▶ _RECORDS_
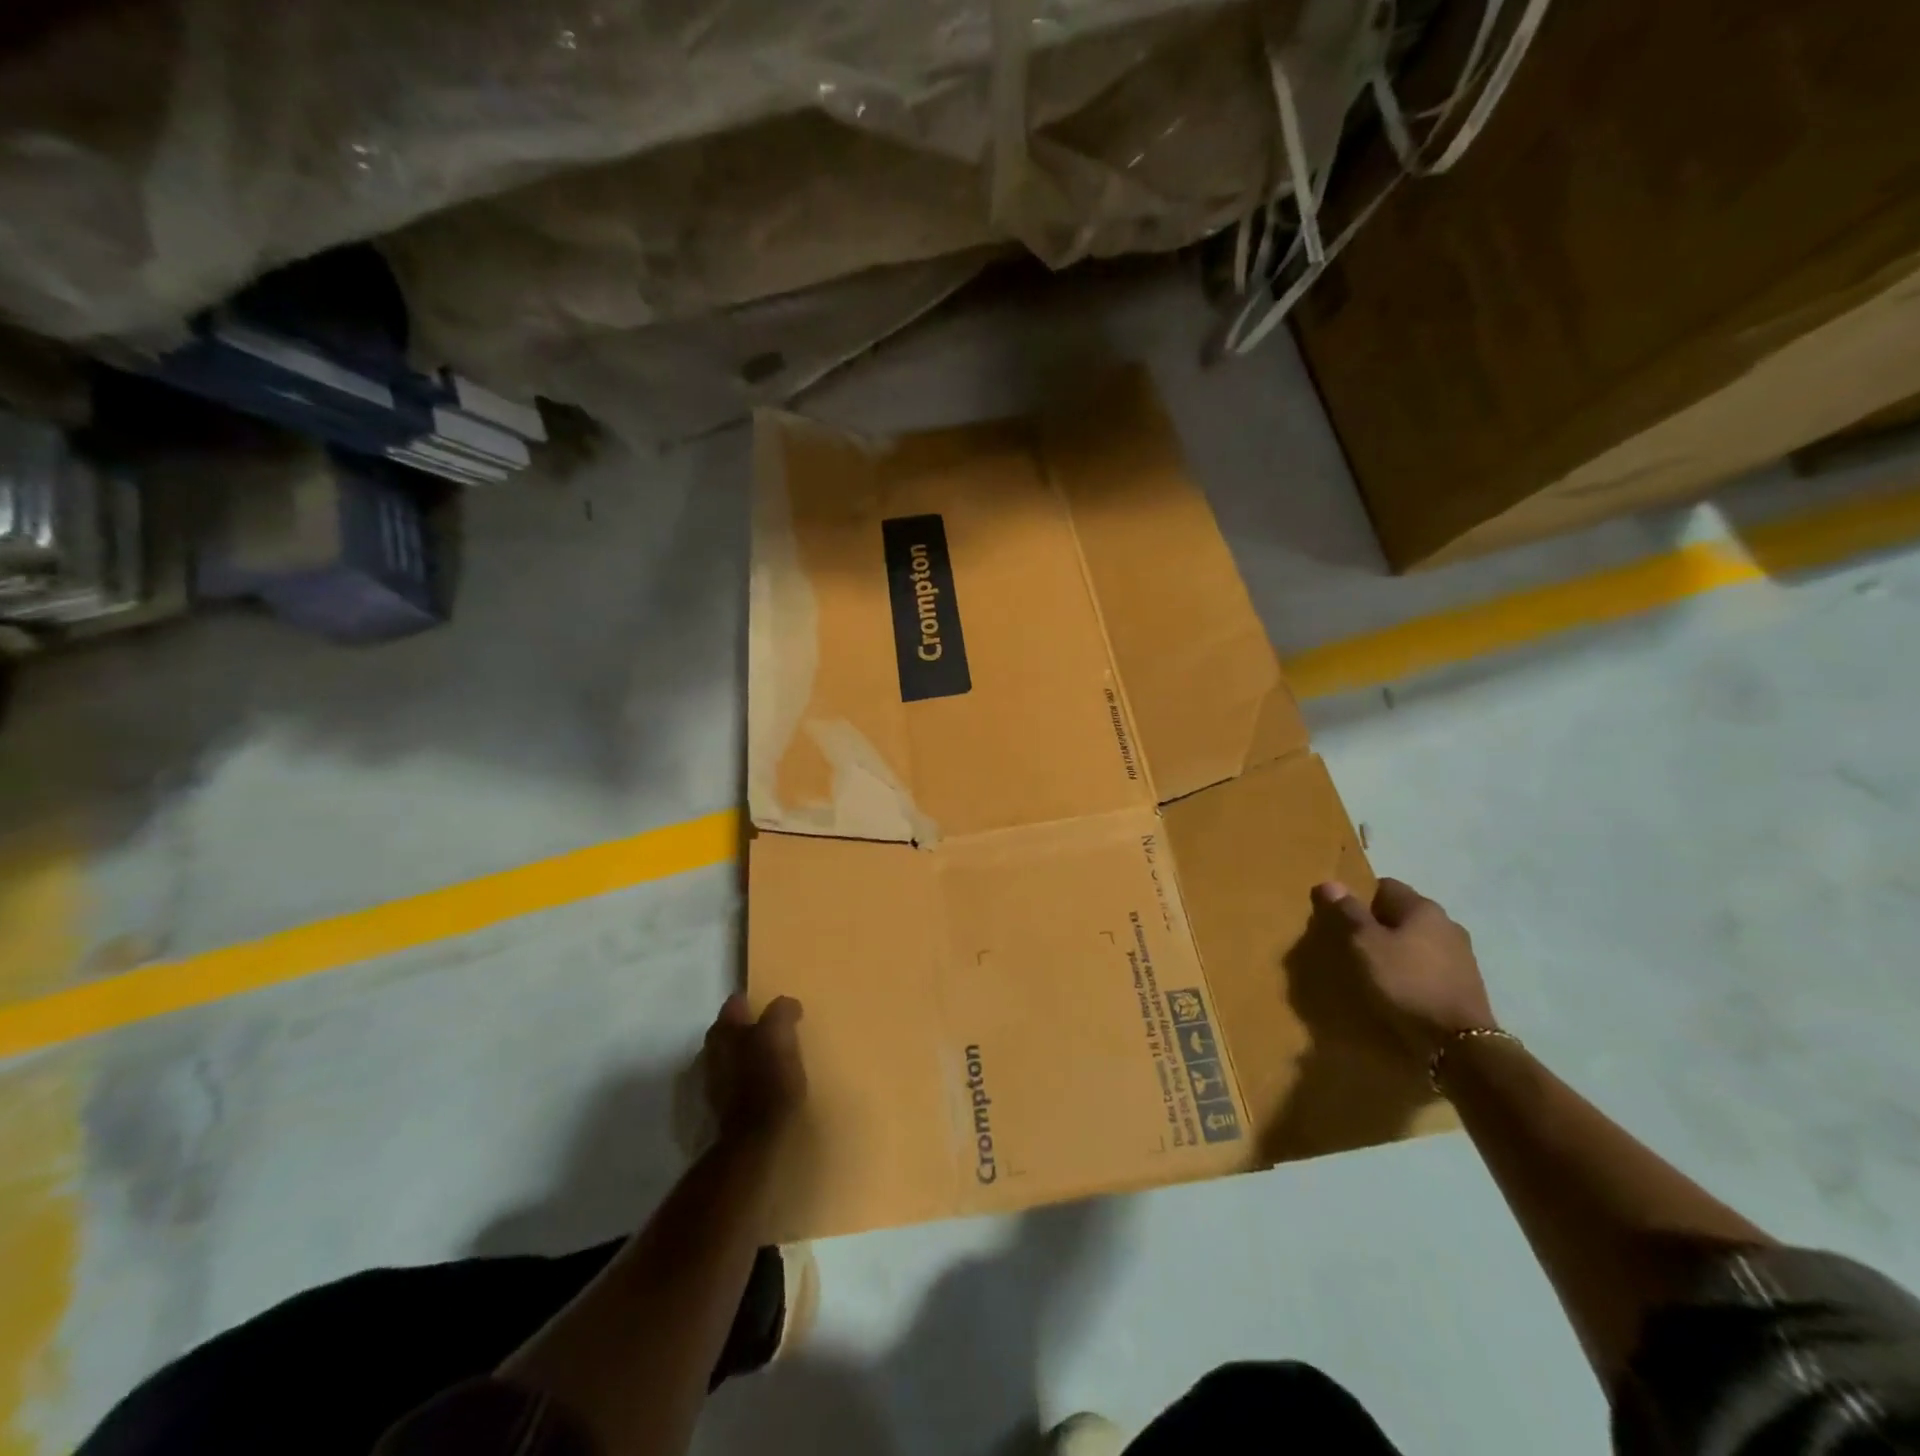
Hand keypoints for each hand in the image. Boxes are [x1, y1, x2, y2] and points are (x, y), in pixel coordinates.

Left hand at [703, 994, 806, 1142]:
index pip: (737, 1002)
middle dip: (752, 1027)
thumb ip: (782, 1011)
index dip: (756, 1001)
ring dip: (751, 1054)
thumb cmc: (768, 1078)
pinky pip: (738, 1079)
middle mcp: (711, 1050)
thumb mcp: (780, 1034)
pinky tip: (768, 1082)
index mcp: (723, 1029)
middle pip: (733, 1029)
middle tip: (779, 1031)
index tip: (776, 1006)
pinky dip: (750, 1077)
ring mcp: (713, 1080)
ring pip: (734, 1055)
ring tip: (776, 1058)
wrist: (755, 1138)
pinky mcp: (722, 1105)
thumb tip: (787, 1005)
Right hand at [1315, 878, 1495, 1059]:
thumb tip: (1329, 883)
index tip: (1342, 919)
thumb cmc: (1406, 983)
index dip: (1360, 898)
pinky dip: (1413, 969)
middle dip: (1378, 924)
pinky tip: (1401, 988)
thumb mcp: (1366, 945)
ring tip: (1375, 969)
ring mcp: (1462, 953)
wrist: (1460, 1042)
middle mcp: (1447, 923)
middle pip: (1402, 913)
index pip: (1385, 886)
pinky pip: (1430, 964)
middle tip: (1353, 944)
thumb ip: (1348, 913)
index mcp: (1423, 907)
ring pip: (1418, 939)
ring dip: (1397, 948)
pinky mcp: (1466, 982)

▶ _WHAT YOU NEED TO DO_
Where does the string "index" occur in the material? Copy every line where it does.

▶ _SOLUTION TO THE PROBLEM_
index pip: (737, 1002)
index dip: (756, 1001)
index mcp: (723, 1029)
index tip: (776, 1006)
index tip: (1342, 919)
index dip: (1360, 898)
index pip: (1385, 886)
index mcp: (1423, 907)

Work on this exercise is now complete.